In other words: each entry xij is a sample that comes from the normal distribution defined by the corresponding mean mij and standard deviation sij.
Yes numpy
can help here:
There is a np.random.normal
function that accepts array-like inputs:
import numpy as np
means = np.arange(10) # [0, 1, 2, 3, 4, 5, 6, 7, 8, 9]
stddevs = np.ones(10) # [1, 1, 1, 1, 1, 1, 1, 1, 1, 1]
samples = np.random.normal(means, stddevs)
array([-1.69515214, -0.20680708, 0.61345775, 2.98154162, 2.77888087, 7.22203785, 5.29995343, 8.52766436, 9.70005434, 9.58381479])
even if they are multidimensional:
means = np.arange(10).reshape(2,5) # make it multidimensional with shape 2, 5
stddevs = np.ones(10).reshape(2,5)
samples = np.random.normal(means, stddevs)
array([[-0.76585438, 1.22226145, 2.85554809, 2.64009423, 4.67255324], [ 3.21658151, 4.59969355, 6.87946817, 9.14658687, 8.68465692]])

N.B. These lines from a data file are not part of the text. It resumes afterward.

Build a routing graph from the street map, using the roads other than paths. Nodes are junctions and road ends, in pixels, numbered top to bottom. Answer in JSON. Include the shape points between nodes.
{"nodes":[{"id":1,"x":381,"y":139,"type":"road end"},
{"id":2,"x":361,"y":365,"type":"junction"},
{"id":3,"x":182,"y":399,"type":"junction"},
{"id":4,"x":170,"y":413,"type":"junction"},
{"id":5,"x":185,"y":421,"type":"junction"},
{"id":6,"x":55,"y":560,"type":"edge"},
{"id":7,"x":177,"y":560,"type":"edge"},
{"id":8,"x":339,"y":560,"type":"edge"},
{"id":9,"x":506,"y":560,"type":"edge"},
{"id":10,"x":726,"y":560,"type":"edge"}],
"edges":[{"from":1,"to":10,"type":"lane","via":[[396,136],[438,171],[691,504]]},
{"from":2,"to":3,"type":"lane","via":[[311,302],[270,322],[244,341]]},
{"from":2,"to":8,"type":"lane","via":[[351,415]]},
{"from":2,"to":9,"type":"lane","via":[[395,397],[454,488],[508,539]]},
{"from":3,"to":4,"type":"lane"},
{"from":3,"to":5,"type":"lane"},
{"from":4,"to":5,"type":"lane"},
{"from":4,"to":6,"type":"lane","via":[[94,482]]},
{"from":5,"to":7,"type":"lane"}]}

The second one has a shape of (2,5)
In case you want only different means but the same standard deviation you can also only pass one array and one scalar and still get an array with the right shape:
means = np.arange(10)
samples = np.random.normal(means, 1)
array([ 0.54018686, -0.35737881, 2.08881115, 3.08742942, 4.4426366 , 3.6694955 , 5.27515536, 8.68300816, 8.83893819, 7.71284217])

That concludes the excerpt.